Recent reports of an increased risk of breast cancer in women taking continuous combined hormone replacement therapy (HRT) caused significant controversy and distress for the millions of American women using hormones postmenopausally. Much more information is needed about the effect of different forms of HRT on breast cancer and other health risks. Weiss and colleagues studied nearly 4,000 postmenopausal women 35 to 64 years of age to determine odds ratios for breast cancer risk with different forms of HRT.
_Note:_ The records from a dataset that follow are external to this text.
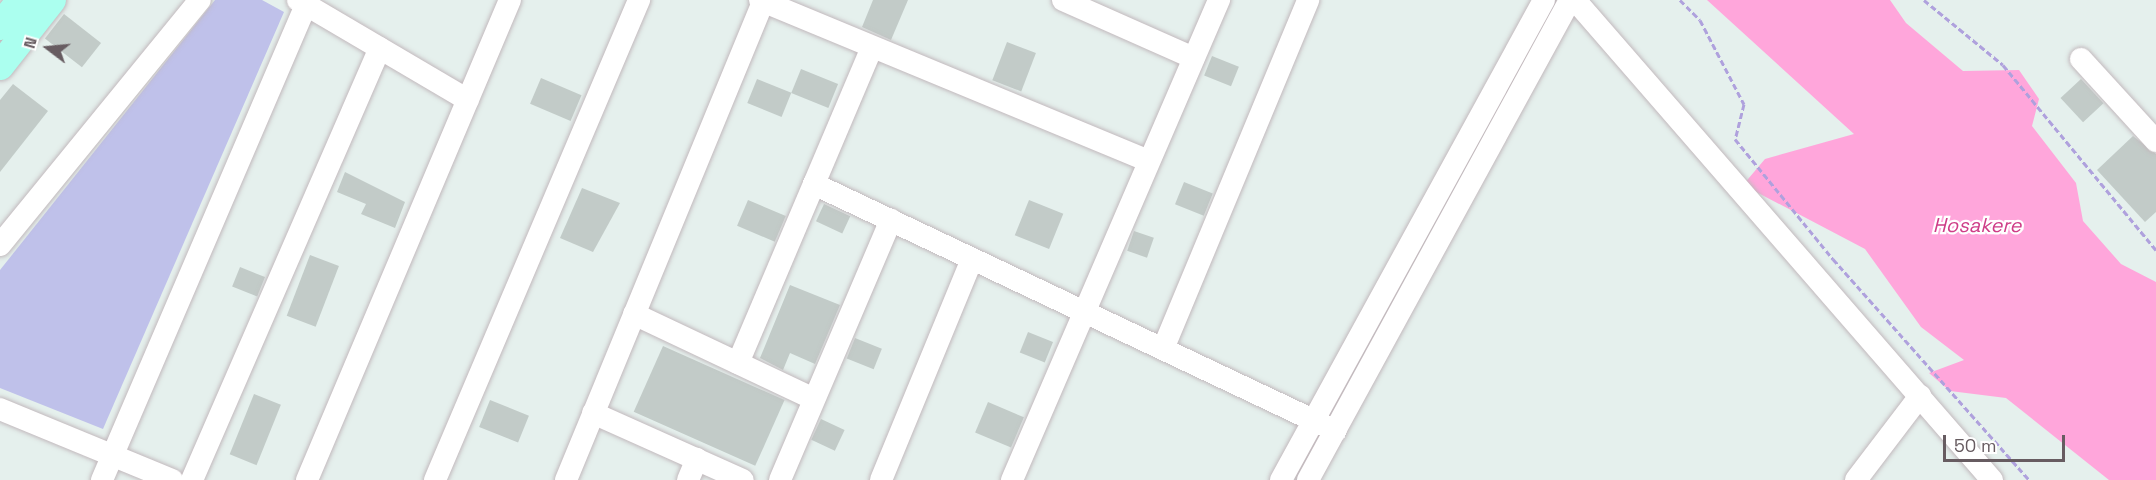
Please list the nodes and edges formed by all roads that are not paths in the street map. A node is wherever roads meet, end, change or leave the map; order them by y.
1 (21, 0) edge
2 (52, 0) edge
3 (200, 0) edge
4 (510, 0) edge
5 (639, 0) edge
6 (1063, 0) edge
7 (1219, 0) edge
8 (1308, 0) edge
9 (1544, 0) edge
10 (1570, 0) edge
11 (1575, 0) edge
12 (762, 1) edge
13 (302, 2) edge
14 (0, 26) edge
15 (380, 48) junction
16 (872, 48) junction
17 (1194, 58) junction
18 (2081, 59) dead end
19 (0, 66) edge
20 (468, 100) junction
21 (2156, 141) edge
22 (1149, 161) junction
23 (814, 184) junction
24 (891, 220) junction
25 (0, 245) edge
26 (972, 259) junction
27 (1085, 312) junction
28 (634, 314) junction
29 (1163, 349) junction
30 (738, 363) junction
31 (1920, 396) junction
32 (814, 399) junction
33 (0, 409) edge
34 (594, 413) junction
35 (1313, 420) junction
36 (1336, 431) junction
37 (115, 457) junction
38 (692, 470) edge
39 (1979, 475) edge
40 (102, 480) edge
41 (172, 480) edge
42 (192, 480) edge
43 (308, 480) edge
44 (435, 480) edge
45 (566, 480) edge
46 (743, 480) edge
47 (780, 480) edge
48 (881, 480) edge
49 (1012, 480) edge
50 (1281, 480) edge
51 (1308, 480) edge
52 (1856, 480) edge

1 - 14 main road
2 - 19 main road
3 - 25 street
4 - 20 street
5 - 44 street
6 - 17 street
7 - 17 street
8 - 29 street
9 - 35 street
10 - 36 street
11 - 31 street
12 - 16 street
12 - 28 street
13 - 15 street
13 - 37 street
15 - 20 street
15 - 42 street
16 - 22 street
16 - 23 street
17 - 22 street
18 - 21 street
20 - 43 street
22 - 27 street
23 - 24 street
23 - 30 street
24 - 26 street
24 - 32 street
26 - 27 street
26 - 48 street
27 - 29 street
27 - 49 street
28 - 30 street
28 - 34 street
29 - 35 street
30 - 32 street
31 - 39 street
31 - 52 street
32 - 47 street
33 - 37 street
34 - 38 street
34 - 45 street
35 - 36 street
35 - 50 street
36 - 51 street
37 - 40 street
37 - 41 street
38 - 46 street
The authors identified case patients as women with newly diagnosed primary invasive breast cancer at five participating medical centers. Extensive interviews were conducted with 4,575 case patients, covering reproductive and medical history, family cancer history, and relevant lifestyle and demographic information. Interviews also were conducted with 4,682 control patients selected to represent the same distribution of race, age, and area of residence. The study reported data on women who had used any form of HRT. Using statistical models based on no use of hormone therapy, and controlling for potentially confounding variables, the researchers calculated odds ratios for breast cancer following use of estrogen alone, sequential HRT (five to 14 days per month of progestin), and continuous combined HRT (25 days or more of progestin per month).
A total of 1,252 case patients and 1,374 control patients reported use of HRT. Black women (one third of the women in both groups), were much less likely to report use of HRT than white women (48 percent versus 75 percent). Case patients were older than control patients and were more likely to report a family history of cancer, natural menopause, and recent screening mammography. Conversely, case patients were less likely to report use of contraceptives or young age at first pregnancy. In other respects, the groups were similar.
Increasing risk for breast cancer with duration of HRT was found only in patients taking continuous combined formulations. As shown in the accompanying table on page 1060, the odds ratio for estrogen alone was 0.83 for less than six months to 0.84 for five years or more, indicating a lower rate of breast cancer in HRT users than in control patients. For all combined HRT, the odds ratios rose from 0.65 for short durations of use to 1.17 for five years or longer, but this risk changed when continuous and sequential regimens were considered separately. For sequential regimens, the odds ratio at five years or more was 0.96, indicating close to or slightly less than the risk of nonusers.
The authors conclude that the risk of breast cancer varies with the HRT regimen used and is not increased for estrogen alone. The only significantly increased risk in this study was with use of continuous combined HRT for five years or more. This result confirms that of one previous study, but many studies on the association between HRT and breast cancer have given conflicting results. The authors state that the absolute risk of breast cancer may be low for individual women and that much more research is needed about the effect of different regimens of HRT.